When there is no time or money for a vacation, when formal practices like meditation seem too arduous to embrace, I go on a mini-retreat by reading a good book.
The Kite Runner follows the story of Amir, the privileged son of a wealthy businessman in Kabul, and Hassan, the son of Amir’s father’s servant. It is a story of cowardly actions and disloyalty, shame and redemption.
As a young boy, Amir writes his first story and reads it to Hassan:
A poor man found a magic cup. He discovered that if he wept into the cup, his tears turned into pearls. But even though he had always been poor, he was a happy man and rarely shed a tear. So he found ways to make himself sad so that his tears could make him rich.
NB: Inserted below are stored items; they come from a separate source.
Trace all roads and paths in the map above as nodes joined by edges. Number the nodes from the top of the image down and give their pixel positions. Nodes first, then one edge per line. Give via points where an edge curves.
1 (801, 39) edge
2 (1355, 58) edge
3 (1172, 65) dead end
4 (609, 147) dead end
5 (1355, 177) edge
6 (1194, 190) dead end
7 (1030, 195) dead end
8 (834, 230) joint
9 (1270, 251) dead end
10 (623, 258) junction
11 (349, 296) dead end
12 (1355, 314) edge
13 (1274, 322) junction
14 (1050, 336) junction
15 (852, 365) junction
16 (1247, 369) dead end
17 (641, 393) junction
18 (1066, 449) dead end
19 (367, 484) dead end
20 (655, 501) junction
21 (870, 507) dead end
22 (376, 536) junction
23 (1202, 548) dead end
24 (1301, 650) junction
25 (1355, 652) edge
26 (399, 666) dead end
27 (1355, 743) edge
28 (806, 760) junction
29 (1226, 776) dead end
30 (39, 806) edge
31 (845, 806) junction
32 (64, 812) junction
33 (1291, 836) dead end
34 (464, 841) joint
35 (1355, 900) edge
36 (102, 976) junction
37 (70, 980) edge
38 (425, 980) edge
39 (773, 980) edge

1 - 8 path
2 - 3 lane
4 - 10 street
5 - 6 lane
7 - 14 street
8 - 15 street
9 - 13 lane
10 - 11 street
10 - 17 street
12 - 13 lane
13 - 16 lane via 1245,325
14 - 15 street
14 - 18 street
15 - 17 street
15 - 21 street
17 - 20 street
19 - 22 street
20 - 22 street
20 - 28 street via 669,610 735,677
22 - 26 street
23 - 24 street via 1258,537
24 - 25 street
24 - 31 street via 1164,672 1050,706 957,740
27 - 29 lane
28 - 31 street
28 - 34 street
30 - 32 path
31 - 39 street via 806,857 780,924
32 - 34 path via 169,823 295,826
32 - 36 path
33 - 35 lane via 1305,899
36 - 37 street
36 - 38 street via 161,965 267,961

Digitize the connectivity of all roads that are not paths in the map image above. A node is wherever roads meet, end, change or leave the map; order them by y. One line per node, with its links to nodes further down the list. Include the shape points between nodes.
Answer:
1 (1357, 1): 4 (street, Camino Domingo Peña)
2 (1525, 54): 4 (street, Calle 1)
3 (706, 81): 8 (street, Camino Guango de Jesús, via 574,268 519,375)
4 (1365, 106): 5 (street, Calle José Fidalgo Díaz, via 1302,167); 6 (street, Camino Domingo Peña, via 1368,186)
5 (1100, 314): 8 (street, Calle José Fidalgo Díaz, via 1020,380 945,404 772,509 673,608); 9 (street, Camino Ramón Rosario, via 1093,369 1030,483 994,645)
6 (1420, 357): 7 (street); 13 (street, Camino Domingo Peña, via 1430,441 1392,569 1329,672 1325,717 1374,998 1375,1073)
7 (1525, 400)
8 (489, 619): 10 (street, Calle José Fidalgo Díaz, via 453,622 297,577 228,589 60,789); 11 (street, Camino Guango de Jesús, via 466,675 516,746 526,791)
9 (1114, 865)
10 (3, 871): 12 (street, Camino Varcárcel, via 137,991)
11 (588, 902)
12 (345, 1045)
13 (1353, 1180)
As the pearls piled, his greed grew. The story ends with the man sitting on a mountain of pearls, knife in hand weeping helplessly into the cup with his beloved wife’s slain body in his arms.
Upon hearing the story, Hassan applauds and compliments Amir. Then, he asks permission to ask a question. Hassan says, “Why did he ever have to feel sad to shed tears? Couldn’t he have just smelled an onion?”
The Stories We Tell
Most of our beliefs about ourselves and how the world works/how we will be treated are established by the time we are seven years old. Our early experiences teach us that the world is a safe place – or that it is not. Our parents, teachers, and friends validate our early learning by encouraging us or tearing us down.
As we grow, we continue to learn about how things should be. We learn words and associate meanings with them. We determine what it means to be a mother. We decide how our children are supposed to be.